The message was clear: Roe gave you a right—but it didn’t come with a check.
Justice Thurgood Marshall warned that Harris made abortion “a luxury for the rich.” And Justice Blackmun, the author of Roe, accused the majority in Rust of condoning viewpoint discrimination—gagging federally funded doctors from even mentioning a constitutionally protected option.
Is a Right Without Access Still a Right?
The dissenters didn’t think so.
They argued that when abortion is legal but economically unreachable, the right becomes hollow—especially for low-income women, women of color, and those in rural areas.
The majority insisted that the Constitution protects against government interference, not economic inequality. But that distinction struck many as detached from reality.
What does reproductive liberty mean in a world without Roe or Casey? And what happens when constitutional rights are easier to pronounce than to practice?
I quite enjoyed class today, and I believe the classification of abortion as a negative right was the constitutionally correct interpretation under Harris and Maher. However, I did not find the majority opinion of Casey or dissent in Dobbs to be particularly compelling. Both opinions stress the importance of stare decisis. I think this assertion is especially weak because both Justices Breyer and Sotomayor voted to ignore stare decisis and overturn a 50 year precedent of Apodaca v. Oregon in Ramos v. Louisiana, 590 U.S. 83. - Which was decided just two years before Dobbs.
Justice Gorsuch wrote in Ramos, "But stare decisis has never been treated as “an inexorable command.” And the doctrine is “at its weakest when we interpret the Constitution” because a mistaken judicial interpretation of that supreme law is often “practically impossible” to correct through other means. To balance these considerations, when it revisits a precedent this Court has traditionally considered “the quality of the decision’s reasoning; its consistency with related decisions; legal developments since the decision; and reliance on the decision.” 590 U.S. 83, 105-106. Casey and the Dobbs dissent rely heavily on reliance. I disagree that reliance interests should matter at all in questions of constitutional interpretation. That is a policy arguement for legislatures and voters, not for unelected judges.
I believe the only thing that should matter when revisting prior precedent is whether the interpretation was incompatible with the Constitution. I think the majority in Dobbs fleshed this out well.

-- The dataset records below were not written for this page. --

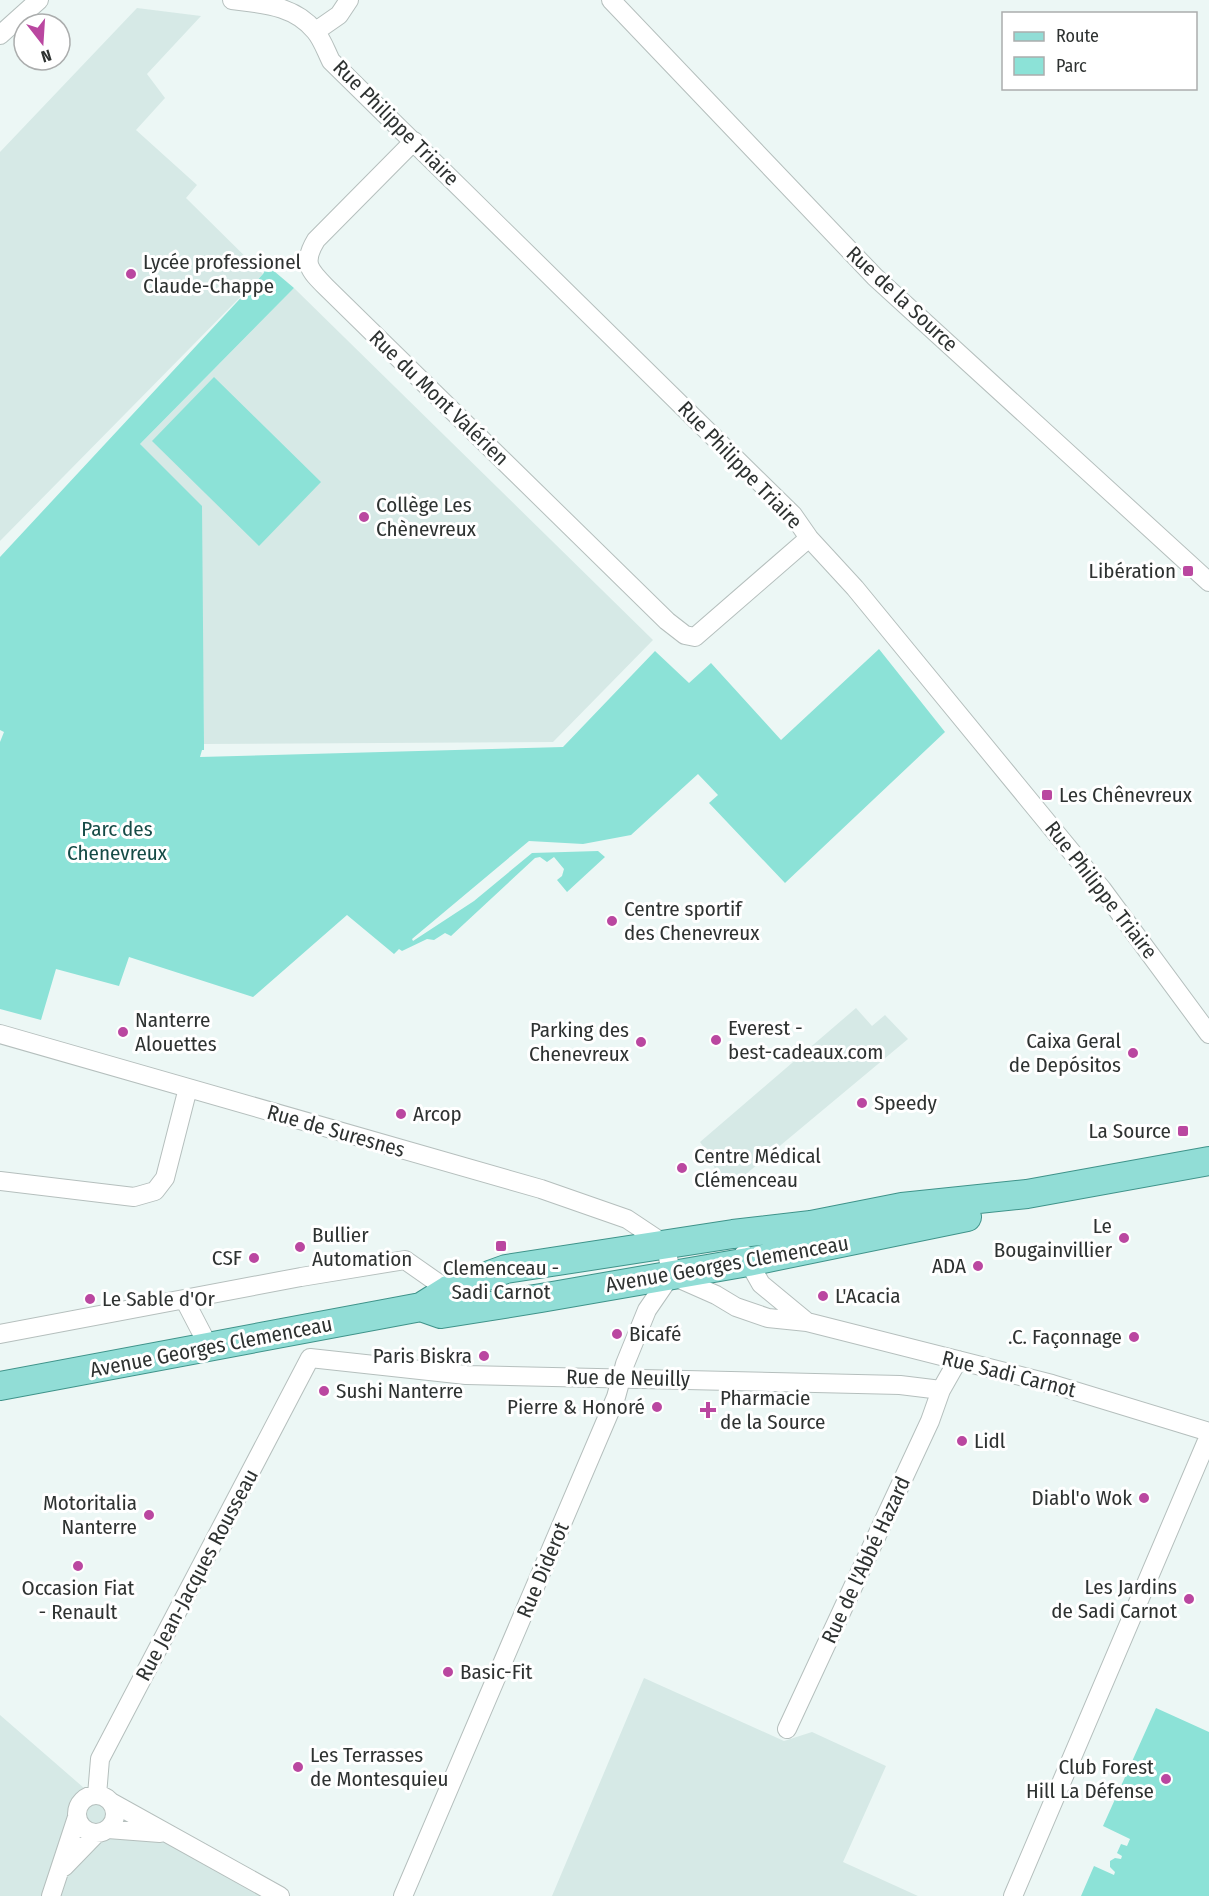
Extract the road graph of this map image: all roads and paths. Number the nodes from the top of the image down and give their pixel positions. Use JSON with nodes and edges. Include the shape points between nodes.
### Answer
{"nodes":[{"id":1,"x":39,"y":0,"type":"edge"},
{"id":2,"x":232,"y":0,"type":"edge"},
{"id":3,"x":349,"y":0,"type":"edge"},
{"id":4,"x":610,"y":0,"type":"edge"},
{"id":5,"x":316,"y":31,"type":"junction"},
{"id":6,"x":0,"y":35,"type":"edge"},
{"id":7,"x":414,"y":141,"type":"junction"},
{"id":8,"x":809,"y":538,"type":"junction"},
{"id":9,"x":1209,"y":582,"type":"edge"},
{"id":10,"x":0,"y":1034,"type":"edge"},
{"id":11,"x":1209,"y":1034,"type":"edge"},
{"id":12,"x":188,"y":1088,"type":"junction"},
{"id":13,"x":1209,"y":1161,"type":"edge"},
{"id":14,"x":0,"y":1181,"type":"edge"},
{"id":15,"x":1027,"y":1194,"type":"junction"},
{"id":16,"x":733,"y":1234,"type":"junction"},
{"id":17,"x":666,"y":1245,"type":"junction"},
{"id":18,"x":748,"y":1262,"type":"junction"},
{"id":19,"x":672,"y":1275,"type":"junction"},
{"id":20,"x":448,"y":1290,"type":"junction"},
{"id":21,"x":184,"y":1299,"type":"junction"},
{"id":22,"x":421,"y":1307,"type":"junction"},
{"id":23,"x":807,"y":1322,"type":"junction"},
{"id":24,"x":305,"y":1330,"type":"junction"},
{"id":25,"x":0,"y":1334,"type":"edge"},
{"id":26,"x":209,"y":1347,"type":"junction"},
{"id":27,"x":310,"y":1358,"type":"junction"},
{"id":28,"x":958,"y":1360,"type":"junction"},
{"id":29,"x":621,"y":1378,"type":"junction"},
{"id":30,"x":0,"y":1386,"type":"edge"},
{"id":31,"x":941,"y":1390,"type":"junction"},
{"id":32,"x":1209,"y":1434,"type":"edge"},
{"id":33,"x":787,"y":1729,"type":"dead end"},
{"id":34,"x":104,"y":1798,"type":"junction"},
{"id":35,"x":77,"y":1817,"type":"junction"},
{"id":36,"x":103,"y":1831,"type":"junction"},
{"id":37,"x":164,"y":1833,"type":"junction"},
{"id":38,"x":60,"y":1870,"type":"junction"},
{"id":39,"x":51,"y":1896,"type":"edge"},
{"id":40,"x":280,"y":1896,"type":"edge"},
{"id":41,"x":403,"y":1896,"type":"edge"},
{"id":42,"x":1012,"y":1896,"type":"edge"}],
"edges":[{"from":1,"to":6,"type":"street"},
{"from":2,"to":5,"type":"street","name":"Rue Philippe Triaire","via":[[281,7]]},
{"from":3,"to":5,"type":"street","via":[[339,15]]},
{"from":4,"to":9,"type":"street","name":"Rue de la Source","via":[[875,277]]},
{"from":5,"to":7,"type":"street","name":"Rue Philippe Triaire","via":[[331,61]]},
{"from":7,"to":8,"type":"street","name":"Rue Philippe Triaire","via":[[793,515]]},
{"from":7,"to":8,"type":"street","name":"Rue du Mont Valérien","via":[[316,240],[308,260],[312,273],[666,621],[686,635],[695,637]]},
{"from":8,"to":11,"type":"street","name":"Rue Philippe Triaire","via":[[855,588],[1102,889]]},
{"from":10,"to":12,"type":"street","name":"Rue de Suresnes"},
{"from":12,"to":14,"type":"street","via":[[165,1178],[155,1191],[134,1197]]},
{"from":12,"to":17,"type":"street","name":"Rue de Suresnes","via":[[542,1189],[627,1219]]},
{"from":13,"to":15,"type":"main road","name":"Avenue Georges Clemenceau"},
{"from":15,"to":16,"type":"main road","name":"Avenue Georges Clemenceau","via":[[902,1207],[811,1225]]},
{"from":15,"to":18,"type":"main road","name":"Avenue Georges Clemenceau","via":[[1016,1206]]},
{"from":16,"to":17,"type":"main road","name":"Avenue Georges Clemenceau"},
{"from":16,"to":18,"type":"street","name":"Rue Sadi Carnot"},
{"from":17,"to":19,"type":"street"},
{"from":17,"to":20,"type":"main road","name":"Avenue Georges Clemenceau","via":[[506,1269]]},
{"from":18,"to":19,"type":"main road","name":"Avenue Georges Clemenceau"},
{"from":18,"to":23,"type":"street","name":"Rue Sadi Carnot","via":[[761,1284]]},
{"from":19,"to":22,"type":"main road","name":"Avenue Georges Clemenceau","via":[[441,1314]]},
{"from":19,"to":23,"type":"street","name":"Rue Sadi Carnot","via":[[736,1307],[768,1318]]},
{"from":19,"to":29,"type":"street","name":"Rue Diderot","via":[[647,1310]]},
{"from":20,"to":21,"type":"street","via":[[405,1260]]},
{"from":20,"to":22,"type":"main road","name":"Avenue Georges Clemenceau"},
{"from":21,"to":25,"type":"street"},
{"from":21,"to":26,"type":"street"},
{"from":22,"to":24,"type":"main road","name":"Avenue Georges Clemenceau"},
{"from":23,"to":28,"type":"street","name":"Rue Sadi Carnot"},
{"from":24,"to":26,"type":"main road","name":"Avenue Georges Clemenceau"},
{"from":24,"to":27,"type":"street"},
{"from":26,"to":30,"type":"main road","name":"Avenue Georges Clemenceau"},
{"from":27,"to":29,"type":"street","name":"Rue de Neuilly","via":[[466,1376]]},
{"from":27,"to":34,"type":"street","name":"Rue Jean-Jacques Rousseau","via":[[100,1759]]},
{"from":28,"to":31,"type":"street"},
{"from":28,"to":32,"type":"street","name":"Rue Sadi Carnot","via":[[1052,1384]]},
{"from":29,"to":31,"type":"street","name":"Rue de Neuilly","via":[[900,1385]]},
{"from":29,"to":41,"type":"street","name":"Rue Diderot","via":[[603,1429]]},
{"from":31,"to":33,"type":"street","name":"Rue de l'Abbé Hazard"},
{"from":32,"to":42,"type":"street"},
{"from":34,"to":35,"type":"street","via":[[91,1795],[81,1801]]},
{"from":34,"to":36,"type":"street","via":[[115,1813],[112,1824]]},
{"from":34,"to":37,"type":"street"},
{"from":35,"to":36,"type":"street","via":[[86,1830]]},
{"from":35,"to":38,"type":"street"},
{"from":36,"to":37,"type":"street"},
{"from":36,"to":38,"type":"street"},
{"from":37,"to":40,"type":"street"},
{"from":38,"to":39,"type":"street"}]}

That said, I found myself agreeing with large parts of the Dobbs dissent. Although, I found the language regarding other substantial due process decisions being on the chopping block to be inappropriate and unwarranted. However, the portions I did agree with were not constitutional arguments regarding why Roe and Casey were correct. The dissent instead focused on the importance of abortion access and utilized figures to show a substantial amount of women access this care in their lifetimes. This is, however, something that must be left to the legislature, and if needed, the constitutional amendment process.

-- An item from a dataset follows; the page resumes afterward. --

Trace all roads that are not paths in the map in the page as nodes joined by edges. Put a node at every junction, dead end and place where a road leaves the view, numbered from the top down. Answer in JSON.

To conclude, legitimacy, public reaction, reliance, and policy arguements should not be the canons upon which whether precedent should be upheld. But rather, was the prior decision incompatible with the constitution? I believe Dobbs got that correct.
I wonder how my reasoning, or the cases since Roe, may differ if Roe was decided according to Equal Protection rather than Due Process.
The philosophical underpinning of Casey is beautiful but horribly misplaced. Oft-quoted, it has served as a punchline just as much as an aspiration, depending on which judge wields it. The majority ought to have seen the weakness they were threading into precedent by basing the decision on this amorphous design that strangely mirrors a natural law mindset. The 'undue burden' standard further confused the available restrictions and caused accessibility issues to proliferate. In the end, it was inevitable that Casey would eventually lead to such a reduction in availability for abortion that the procedure would have, in effect, been banned for much of the country, even if Dobbs had never come to pass.